Porque a solidão não faz ninguém feliz.

Teimamos em ficar à margem do processo de conversão: passar da razão que tudo justifica ao coração que tudo ama!

O que nos espera à hora da morte não é a lista completa das nossas falhas, do nosso pecado em formato excell guardada nos arquivos do Paraíso.

Espera-nos, sim, o abraço terno e eterno do nosso Pai.

26 de julho de 2021

PÃO PARTILHADO, PÃO MULTIPLICADO


Os quatro evangelistas reportam o milagre da multiplicação dos pães e dos peixes e são unânimes nos detalhes: Jesus com cinco pães e dois peixes mata a fome a 5000 homens – sem contar mulheres e crianças – num piquenicão num ermo verdejante. Foi, sem dúvida, um sinal muito importante.

Jesus, primeiro, explorou a solução de mercado: perguntou quanto custava comprar pão para toda a gente em vez de os mandar para casa de barriga vazia. Duzentos denários – duzentos dias de trabalho – não chegavam e a bolsa de Judas não comportava tal despesa.

Optou então pela solução local. Os discípulos trouxeram-lhe o que encontraram: cinco pães e dois peixes que – João explica – era a merenda de um rapazito. Os pães, feitos de farinha de cevada, eram o alimento dos pobres.

Jesus manda aos discípulos que sentem a multidão em grupos. Que se reclinem no prado – como nos banquetes romanos! Quer que a multidão seja tratada com dignidade, que sejam seus convidados.

Depois pegou nos pães, deu graças e distribuiu-os por todos. Três gestos eucarísticos. Fez o mesmo com os peixes. Todos comeram até ficarem fartos. Jesus mandou recolher as sobras: 12 cestos!

O milagre aconteceu, porque o rapazito partilhou o que tinha. O pouco com Deus é muito e o muito sem Deus nada – nota o povo na sua sabedoria milenar.

Este milagre é muito atual. Em termos de calorias, o Planeta produz comida suficiente para as mais de sete mil milhões de bocas que o habitam. Três quartos da comida são produzidos por pequenos agricultores, pastores e pescadores. Os pobres!

Contudo, todos os dias 811 milhões de pessoas vão dormir com fome por duas razões: açambarcamento de comida e o seu desperdício.

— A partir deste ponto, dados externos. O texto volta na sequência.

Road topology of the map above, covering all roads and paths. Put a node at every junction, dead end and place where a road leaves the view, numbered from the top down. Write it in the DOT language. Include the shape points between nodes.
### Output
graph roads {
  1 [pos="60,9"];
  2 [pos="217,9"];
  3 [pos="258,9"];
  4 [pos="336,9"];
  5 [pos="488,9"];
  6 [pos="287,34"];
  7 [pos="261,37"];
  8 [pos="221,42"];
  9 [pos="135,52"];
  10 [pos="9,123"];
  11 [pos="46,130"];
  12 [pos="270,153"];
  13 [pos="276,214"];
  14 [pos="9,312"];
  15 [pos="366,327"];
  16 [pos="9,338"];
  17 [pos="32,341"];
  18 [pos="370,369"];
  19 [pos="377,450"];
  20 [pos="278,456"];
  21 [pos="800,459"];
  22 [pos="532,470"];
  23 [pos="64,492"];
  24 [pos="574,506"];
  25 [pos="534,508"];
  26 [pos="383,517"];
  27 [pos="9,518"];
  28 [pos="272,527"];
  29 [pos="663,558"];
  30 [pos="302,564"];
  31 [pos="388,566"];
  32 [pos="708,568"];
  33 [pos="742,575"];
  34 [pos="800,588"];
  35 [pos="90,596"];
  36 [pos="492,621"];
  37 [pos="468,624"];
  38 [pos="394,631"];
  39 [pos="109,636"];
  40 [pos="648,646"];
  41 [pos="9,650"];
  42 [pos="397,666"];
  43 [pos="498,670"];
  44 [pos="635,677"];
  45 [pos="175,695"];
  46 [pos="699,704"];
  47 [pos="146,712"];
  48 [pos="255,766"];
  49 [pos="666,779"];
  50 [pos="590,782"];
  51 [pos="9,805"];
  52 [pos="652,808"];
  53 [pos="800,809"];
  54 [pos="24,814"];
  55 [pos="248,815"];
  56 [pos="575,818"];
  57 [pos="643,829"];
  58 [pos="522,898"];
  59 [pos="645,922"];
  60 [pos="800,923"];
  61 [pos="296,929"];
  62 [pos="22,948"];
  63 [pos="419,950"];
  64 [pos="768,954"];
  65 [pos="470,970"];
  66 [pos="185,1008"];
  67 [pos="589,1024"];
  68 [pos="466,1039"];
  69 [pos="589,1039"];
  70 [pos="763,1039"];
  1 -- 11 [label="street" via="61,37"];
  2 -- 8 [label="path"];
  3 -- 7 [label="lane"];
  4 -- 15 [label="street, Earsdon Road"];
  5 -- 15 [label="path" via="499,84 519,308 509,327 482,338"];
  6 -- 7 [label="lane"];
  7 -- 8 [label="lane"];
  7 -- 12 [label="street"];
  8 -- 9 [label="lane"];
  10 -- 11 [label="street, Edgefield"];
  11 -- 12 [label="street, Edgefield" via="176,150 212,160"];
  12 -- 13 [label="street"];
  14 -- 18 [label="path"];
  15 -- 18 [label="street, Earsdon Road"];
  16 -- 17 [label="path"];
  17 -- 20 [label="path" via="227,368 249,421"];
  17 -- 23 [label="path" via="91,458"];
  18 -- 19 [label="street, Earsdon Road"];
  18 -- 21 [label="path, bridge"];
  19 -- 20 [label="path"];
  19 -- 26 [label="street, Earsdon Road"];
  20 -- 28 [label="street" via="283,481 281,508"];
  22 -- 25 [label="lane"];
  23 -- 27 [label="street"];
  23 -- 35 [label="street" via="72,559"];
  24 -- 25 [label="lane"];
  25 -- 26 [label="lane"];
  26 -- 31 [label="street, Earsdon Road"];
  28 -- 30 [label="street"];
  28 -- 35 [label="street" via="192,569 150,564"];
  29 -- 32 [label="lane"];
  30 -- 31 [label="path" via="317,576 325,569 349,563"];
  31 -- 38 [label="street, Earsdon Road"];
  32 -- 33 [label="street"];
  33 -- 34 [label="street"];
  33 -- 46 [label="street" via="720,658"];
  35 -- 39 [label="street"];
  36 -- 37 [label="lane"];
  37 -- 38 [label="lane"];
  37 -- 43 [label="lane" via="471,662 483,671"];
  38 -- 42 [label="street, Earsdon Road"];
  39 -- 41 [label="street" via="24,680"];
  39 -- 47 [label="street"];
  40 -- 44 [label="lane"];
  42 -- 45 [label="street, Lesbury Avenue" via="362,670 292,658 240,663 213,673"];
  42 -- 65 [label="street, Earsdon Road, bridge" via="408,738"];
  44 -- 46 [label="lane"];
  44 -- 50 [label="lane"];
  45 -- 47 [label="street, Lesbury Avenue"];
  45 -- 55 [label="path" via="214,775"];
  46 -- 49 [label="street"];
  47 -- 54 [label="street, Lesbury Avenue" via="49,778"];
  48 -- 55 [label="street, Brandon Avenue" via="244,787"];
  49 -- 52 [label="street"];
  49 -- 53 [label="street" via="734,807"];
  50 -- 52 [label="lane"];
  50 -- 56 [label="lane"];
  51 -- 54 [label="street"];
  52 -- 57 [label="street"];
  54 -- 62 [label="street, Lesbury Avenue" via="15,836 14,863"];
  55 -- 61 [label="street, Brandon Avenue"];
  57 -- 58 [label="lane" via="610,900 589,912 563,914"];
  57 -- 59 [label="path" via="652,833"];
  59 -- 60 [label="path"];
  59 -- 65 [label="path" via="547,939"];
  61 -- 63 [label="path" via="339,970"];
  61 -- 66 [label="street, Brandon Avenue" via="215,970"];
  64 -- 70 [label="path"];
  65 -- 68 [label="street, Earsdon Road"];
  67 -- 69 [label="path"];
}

Um terço dos alimentos acaba no lixo, porque ou foi mal armazenado e se estragou ou simplesmente porque foi deitado fora.

Jesus ensina que a solução para a fome no mundo está na partilha e na recolha das sobras. O Refood e o Banco Alimentar são dois gestos evangélicos.

19 de julho de 2021

DESCANSO E COMPAIXÃO


Os apóstolos reuniram-se junto de Jesus e anunciaram-lhe tudo quanto tinham feito e ensinado. E Ele disse-lhes: «Vinde a sós para um lugar deserto e descansai um pouco». De facto, eram tantos os que chegavam e partiam que eles nem sequer tinham tempo para comer. Partiram, então, a sós no barco, para um lugar deserto. Porém, citam-nos partir e muitos perceberam para onde iam; e de todas as cidades para lá acorreram a pé e chegaram antes deles. Ao sair, viu uma numerosa multidão e compadeceu-se profundamente deles, porque eram como ovelhas sem pastor, e começou a ensinar-lhes muitas coisas — conta o evangelista Marcos.

Esta porção do evangelho tem uma atualidade extraordinária.

Em plena estação de férias Jesus diz-nos o que disse aos apóstolos: «Vinde a sós para um lugar deserto e descansai um pouco».

Habituamo-nos a contabilizar o tempo em termos económicos — os ingleses dizem que tempo é dinheiro — e os nossos dias transformaram-se numa exaustiva etapa de contra-relógio.

Por outro lado, o próprio descanso tornou-se numa indústria que gera milhões.

Urge redescobrir e reencontrar o sentido do descanso, do ócio, do doce fazer nada — como dizem os italianos.

Aliás, o Salmo 95 apresenta a vida eterna, a salvação como participação no repouso de Deus.

Repousar não é entrar numas férias frenéticas onde tentamos enfiar todas as experiências possíveis.

Repousar é parar, criar um espaço ermo no coração para contemplar a natureza, ouvir a vida, sentir Deus que passa no sussurro ligeiro da brisa da tarde.

Voltamos ao texto evangélico: as pessoas conheciam bem as rotinas de Jesus e anteciparam-se na chegada. Jesus quando viu a multidão numerosa «compadeceu-se profundamente deles» porque eram como ovelhas sem pastor.

Os evangelhos usam uma dezena de vezes o verbo compadecer-se para sublinhar os sentimentos de Jesus.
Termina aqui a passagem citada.